Briefing - Adolph Hofrichter’s Promotional Program
Early in the twentieth century Adolph Hofrichter (1880-1945) was very talented young officer in the Austro-Hungarian Imperial-and-Royal Army, serving in the 14th Infantry Regiment, garrisoned at Linz, a sleepy provincial town which has never had much distinction (well, in later years a rather more prominent fellow with the same first name liked to refer to Linz as his home town). Despite his obvious brains, Oberleutnant Hofrichter wasn’t a very studious young man. As a result, in 1905 he failed to qualify for admission to the staff corps, the surest route to regular promotion. In 1909, after several years of dreary garrison duty and dimming prospects, Hofrichter hit upon a rather clever, albeit unusual, way to speed up promotions; to wit, reducing the number of officers ahead of himself on the Army List by murdering them.
Hofrichter selected ten of his fellow-officers for removal. To each of them he sent, anonymously, a small box of pills accompanied by a little note that read, "These tablets are sexual power-strengtheners, which should be taken a half hour before intercourse." In fact, the so-called aphrodisiacs were actually laced with potassium cyanide. Perhaps because he received his lethal little package a bit earlier than the other nine officers, or perhaps because he was the only one of the ten in need of "enhancement," only one officer actually took the pills, a certain Captain Mader. Mader downed one or two of the pills on November 17, 1909, and promptly died. What followed next clearly demonstrated that Hofrichter really wasn’t staff corps material; he had completely overlooked the possibility that the police would become involved.

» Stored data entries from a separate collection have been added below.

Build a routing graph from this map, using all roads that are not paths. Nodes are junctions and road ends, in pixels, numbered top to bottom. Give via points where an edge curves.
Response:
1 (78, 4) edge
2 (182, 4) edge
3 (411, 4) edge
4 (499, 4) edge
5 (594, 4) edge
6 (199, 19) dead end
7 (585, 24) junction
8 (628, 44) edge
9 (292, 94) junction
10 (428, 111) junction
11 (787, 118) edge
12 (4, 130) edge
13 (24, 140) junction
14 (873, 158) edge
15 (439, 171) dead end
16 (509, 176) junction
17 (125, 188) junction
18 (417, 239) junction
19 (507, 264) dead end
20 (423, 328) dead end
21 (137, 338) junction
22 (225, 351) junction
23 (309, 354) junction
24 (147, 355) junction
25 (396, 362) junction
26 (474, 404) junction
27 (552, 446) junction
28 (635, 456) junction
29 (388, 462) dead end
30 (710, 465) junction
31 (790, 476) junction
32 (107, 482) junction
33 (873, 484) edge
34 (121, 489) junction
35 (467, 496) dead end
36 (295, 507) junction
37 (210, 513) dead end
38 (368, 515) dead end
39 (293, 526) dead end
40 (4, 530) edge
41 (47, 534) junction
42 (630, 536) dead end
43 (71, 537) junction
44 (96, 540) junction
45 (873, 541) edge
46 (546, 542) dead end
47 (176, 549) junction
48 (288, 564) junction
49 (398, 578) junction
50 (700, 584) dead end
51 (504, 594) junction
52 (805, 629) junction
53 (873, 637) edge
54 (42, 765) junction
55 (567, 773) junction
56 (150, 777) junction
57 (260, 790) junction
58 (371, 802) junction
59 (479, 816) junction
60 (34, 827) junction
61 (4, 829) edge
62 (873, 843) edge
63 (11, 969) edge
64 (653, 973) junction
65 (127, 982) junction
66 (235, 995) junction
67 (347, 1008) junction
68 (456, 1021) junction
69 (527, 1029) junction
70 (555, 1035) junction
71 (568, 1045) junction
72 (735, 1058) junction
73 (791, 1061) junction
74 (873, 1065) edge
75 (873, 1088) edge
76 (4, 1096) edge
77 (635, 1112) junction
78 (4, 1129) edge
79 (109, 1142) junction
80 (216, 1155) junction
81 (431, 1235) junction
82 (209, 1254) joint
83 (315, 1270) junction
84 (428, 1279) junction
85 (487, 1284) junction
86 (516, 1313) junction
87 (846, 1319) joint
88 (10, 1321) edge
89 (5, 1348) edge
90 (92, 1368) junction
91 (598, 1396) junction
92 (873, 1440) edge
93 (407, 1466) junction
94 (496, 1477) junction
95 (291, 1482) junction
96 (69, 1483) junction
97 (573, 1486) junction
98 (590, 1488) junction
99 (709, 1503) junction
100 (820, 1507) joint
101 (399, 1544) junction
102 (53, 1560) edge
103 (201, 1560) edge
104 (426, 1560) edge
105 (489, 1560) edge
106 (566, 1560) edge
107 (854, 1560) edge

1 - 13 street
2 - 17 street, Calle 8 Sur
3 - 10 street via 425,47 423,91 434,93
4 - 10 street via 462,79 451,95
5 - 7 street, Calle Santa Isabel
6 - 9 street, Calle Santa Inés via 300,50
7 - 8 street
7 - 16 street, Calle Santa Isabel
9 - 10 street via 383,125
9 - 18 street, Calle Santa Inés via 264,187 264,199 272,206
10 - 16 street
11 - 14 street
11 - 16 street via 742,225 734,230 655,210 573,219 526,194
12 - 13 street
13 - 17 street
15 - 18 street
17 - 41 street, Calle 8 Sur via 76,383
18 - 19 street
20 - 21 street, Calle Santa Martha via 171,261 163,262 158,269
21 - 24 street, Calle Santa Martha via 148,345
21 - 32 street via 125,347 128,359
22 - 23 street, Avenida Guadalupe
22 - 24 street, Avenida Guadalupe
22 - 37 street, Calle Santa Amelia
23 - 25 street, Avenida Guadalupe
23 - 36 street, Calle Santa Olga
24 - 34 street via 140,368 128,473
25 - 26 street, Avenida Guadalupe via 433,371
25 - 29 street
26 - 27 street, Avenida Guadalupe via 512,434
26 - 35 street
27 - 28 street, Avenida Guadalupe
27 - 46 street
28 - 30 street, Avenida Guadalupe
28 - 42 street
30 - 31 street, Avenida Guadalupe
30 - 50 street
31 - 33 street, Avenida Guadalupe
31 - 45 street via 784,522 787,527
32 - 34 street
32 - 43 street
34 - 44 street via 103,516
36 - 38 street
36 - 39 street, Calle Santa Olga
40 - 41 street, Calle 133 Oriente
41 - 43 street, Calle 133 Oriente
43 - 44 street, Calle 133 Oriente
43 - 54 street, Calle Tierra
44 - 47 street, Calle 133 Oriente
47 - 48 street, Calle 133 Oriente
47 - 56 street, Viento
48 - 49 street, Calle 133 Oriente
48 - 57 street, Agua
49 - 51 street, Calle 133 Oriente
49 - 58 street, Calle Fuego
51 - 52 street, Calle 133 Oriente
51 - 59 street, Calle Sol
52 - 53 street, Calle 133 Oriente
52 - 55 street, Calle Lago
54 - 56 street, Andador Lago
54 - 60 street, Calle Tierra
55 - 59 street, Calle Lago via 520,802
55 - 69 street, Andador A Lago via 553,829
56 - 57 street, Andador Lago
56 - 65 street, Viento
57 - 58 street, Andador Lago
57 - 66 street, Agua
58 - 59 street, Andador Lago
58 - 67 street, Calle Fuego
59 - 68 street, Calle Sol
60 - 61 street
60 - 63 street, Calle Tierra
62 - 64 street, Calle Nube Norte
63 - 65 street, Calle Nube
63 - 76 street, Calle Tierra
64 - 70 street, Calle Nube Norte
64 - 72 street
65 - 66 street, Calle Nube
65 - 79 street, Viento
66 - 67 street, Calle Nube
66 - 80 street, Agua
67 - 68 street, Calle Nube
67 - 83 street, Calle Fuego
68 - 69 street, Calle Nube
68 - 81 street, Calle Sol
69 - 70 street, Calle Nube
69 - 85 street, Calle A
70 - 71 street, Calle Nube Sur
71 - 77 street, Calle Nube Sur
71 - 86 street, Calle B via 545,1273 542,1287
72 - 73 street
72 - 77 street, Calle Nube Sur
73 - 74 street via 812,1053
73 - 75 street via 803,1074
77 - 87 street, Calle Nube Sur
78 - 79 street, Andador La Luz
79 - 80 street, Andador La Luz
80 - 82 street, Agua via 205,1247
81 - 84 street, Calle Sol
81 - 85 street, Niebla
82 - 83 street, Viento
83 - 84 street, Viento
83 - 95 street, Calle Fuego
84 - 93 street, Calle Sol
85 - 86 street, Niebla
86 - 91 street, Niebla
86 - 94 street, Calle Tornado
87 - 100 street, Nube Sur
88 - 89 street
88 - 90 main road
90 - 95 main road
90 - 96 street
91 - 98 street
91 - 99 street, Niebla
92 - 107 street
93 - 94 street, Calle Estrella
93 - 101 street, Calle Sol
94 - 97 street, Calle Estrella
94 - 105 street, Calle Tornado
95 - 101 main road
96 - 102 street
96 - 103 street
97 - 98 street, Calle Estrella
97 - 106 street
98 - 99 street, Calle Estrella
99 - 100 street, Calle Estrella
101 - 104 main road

Since Mader died under suspicious circumstances – after all, the guy had seemed perfectly healthy – an official inquiry was held. Although they had a reputation for indolence, the local police quickly discovered among Mader’s effects the package in which the pills had arrived, and several more pills. The investigating officers immediately suspected poisoning. While an autopsy was being conducted, the police inquired at the post office from whence the parcel had been mailed, and determined that nine other identical parcels had also been sent out that day. Since the Imperial-and-Royal Post kept track of the addressers and addressees of parcels, the police now knew who had sent the pills and who had received them. Although they quietly informed the other nine officers not to take the pills, the police did not immediately arrest Hofrichter, but began collecting evidence. When the believed they had enough, they detained the young officer.
Surprisingly, the military authorities – and the army as a whole – closed ranks behind Hofrichter, claiming that the imputation that an officer could act in so disgraceful a fashion reflected upon the honor of the entire kaiserliche-und-konigliche armed forces. Nevertheless, the investigating magistrate stuck to his guns, aided by Max Winter, a journalist for the Social Democratic "Arbeiter Zeitung - Worker’s Daily", who broke the story. Pressure began to build to have Hofrichter tried. This finally came about in May of 1910, and on the 28th the Oberleutanant was sentenced to death, which was reduced to life in prison upon a plea for mercy.
This might have been the last anyone ever heard of from Hofrichter. But in late 1918 the Hapsburg Empire collapsed. As a result, a lot of things happened very quickly, among them a general amnesty. So Hofrichter was soon out of jail. And he promptly published a memoir, "10 Jahre im Kerker zu Möllersdorf -- Ten Years in the Mullerdorf Prison".
Almost from the start, Hofrichter’s little "promotional scheme" caught the attention of several authors, and a number of novels and other works have told his story, more or less, as well as at least one film, "Verurteilt 1910 - Condemned 1910", a television epic produced in Germany.
By the way, next time you’re in Vienna, if you can pry yourself away from the Kriegsmuseum - one of the finest in the world - you might consider popping over to the Kriminalmuseum, where some of Oberleutanant Hofrichter’s "aphrodisiacs" are on display.